[RECORDS Boundary: Start]
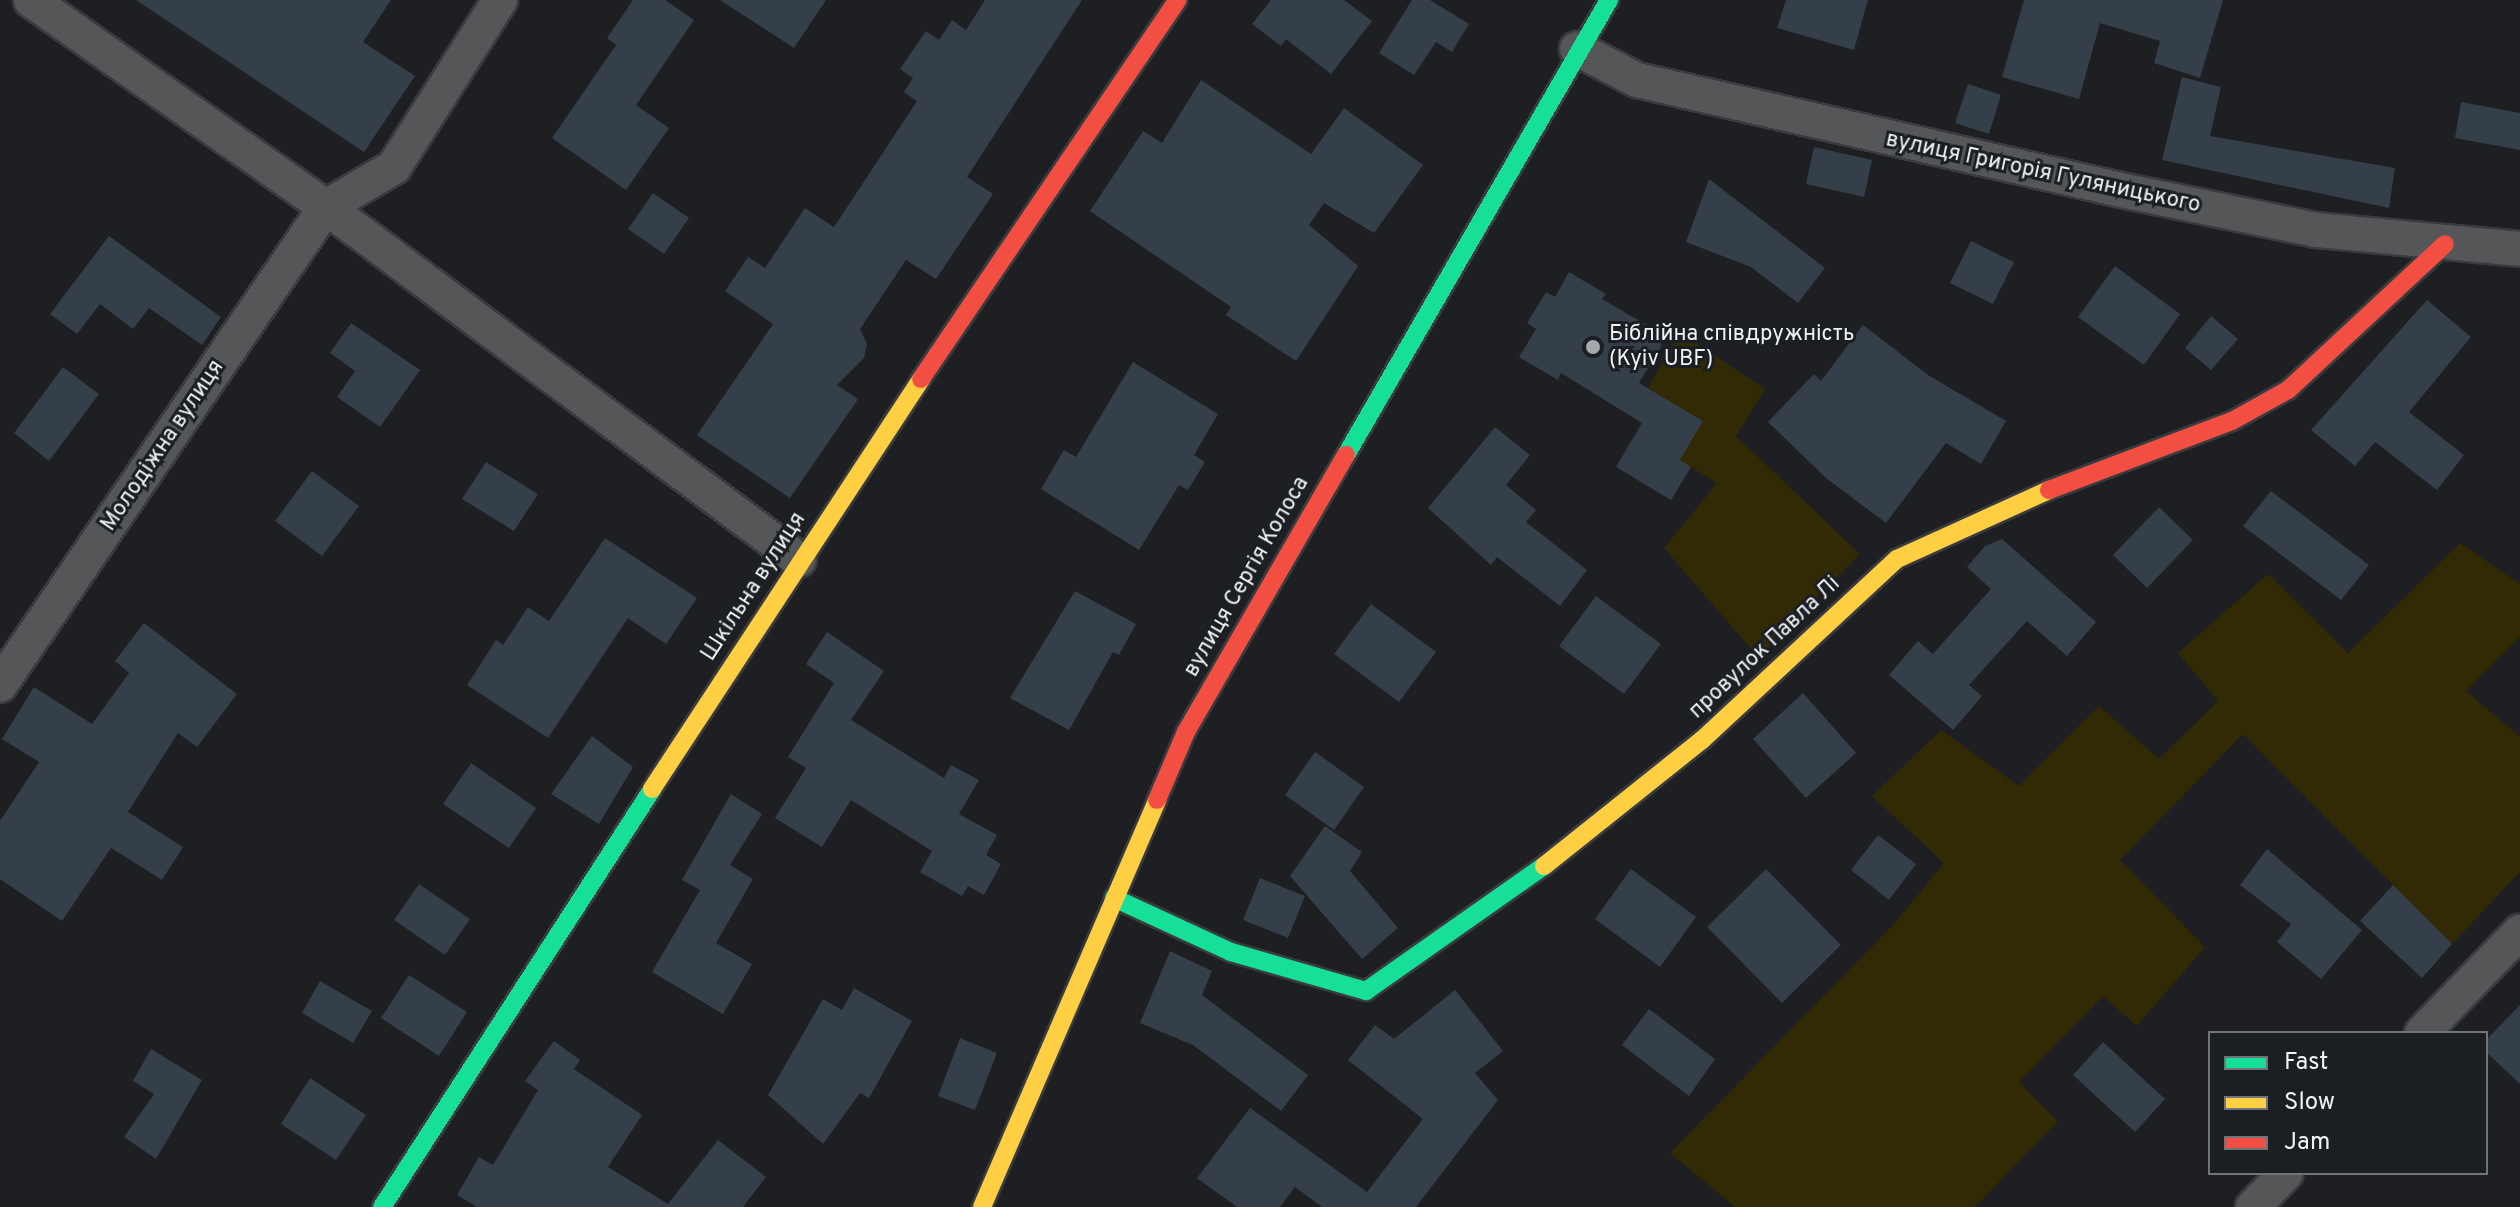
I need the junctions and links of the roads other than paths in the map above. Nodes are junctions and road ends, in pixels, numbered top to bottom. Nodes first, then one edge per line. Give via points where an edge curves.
1 (31, 0) edge
2 (500, 0) edge
3 (1178, 0) edge
4 (1609, 0) edge
5 (1577, 49) junction
6 (326, 207) junction
7 (2445, 244) junction
8 (2520, 249) edge
9 (799, 560) junction
10 (0, 685) edge
11 (1114, 898) junction
12 (2520, 932) edge
13 (2424, 1031) edge
14 (2284, 1175) edge
15 (382, 1207) edge
16 (982, 1207) edge
17 (2253, 1207) edge

1 - 6 street
2 - 6 street via 394,167
3 - 9 street, Шкільна вулиця
4 - 5 street, вулиця Сергія Колоса
5 - 7 street, вулиця Григорія Гуляницького via 1637,80 1916,147 2316,230
5 - 11 street, вулиця Сергія Колоса via 1186,732
6 - 9 street
6 - 10 street, Молодіжна вулиця
7 - 8 street, вулиця Григорія Гуляницького
7 - 11 street, провулок Павла Лі via 2288,390 2232,421 2044,492 1897,559 1702,740 1583,837 1366,991 1231,952
9 - 15 street, Шкільна вулиця
11 - 16 street, вулиця Сергія Колоса
12 - 13 street
14 - 17 street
[RECORDS Boundary: End]
Reproduce every record verbatim, please. Omit the images.

* [OUTPUT BELOW]
I need the junctions and links of the roads other than paths in the map above. Nodes are junctions and road ends, in pixels, numbered top to bottom. Nodes first, then one edge per line. Give via points where an edge curves.
1 (31, 0) edge
2 (500, 0) edge
3 (1178, 0) edge
4 (1609, 0) edge
5 (1577, 49) junction
6 (326, 207) junction
7 (2445, 244) junction
8 (2520, 249) edge
9 (799, 560) junction
10 (0, 685) edge
11 (1114, 898) junction
12 (2520, 932) edge
13 (2424, 1031) edge
14 (2284, 1175) edge
15 (382, 1207) edge
16 (982, 1207) edge
17 (2253, 1207) edge

1 - 6 street
2 - 6 street via 394,167
3 - 9 street, Шкільна вулиця
4 - 5 street, вулиця Сергія Колоса
5 - 7 street, вулиця Григорія Гуляницького via 1637,80 1916,147 2316,230
5 - 11 street, вулиця Сергія Колоса via 1186,732
6 - 9 street
6 - 10 street, Молодіжна вулиця
7 - 8 street, вулиця Григорія Гуляницького
7 - 11 street, провулок Павла Лі via 2288,390 2232,421 2044,492 1897,559 1702,740 1583,837 1366,991 1231,952
9 - 15 street, Шкільна вулиця
11 - 16 street, вулиця Сергія Колоса
12 - 13 street
14 - 17 street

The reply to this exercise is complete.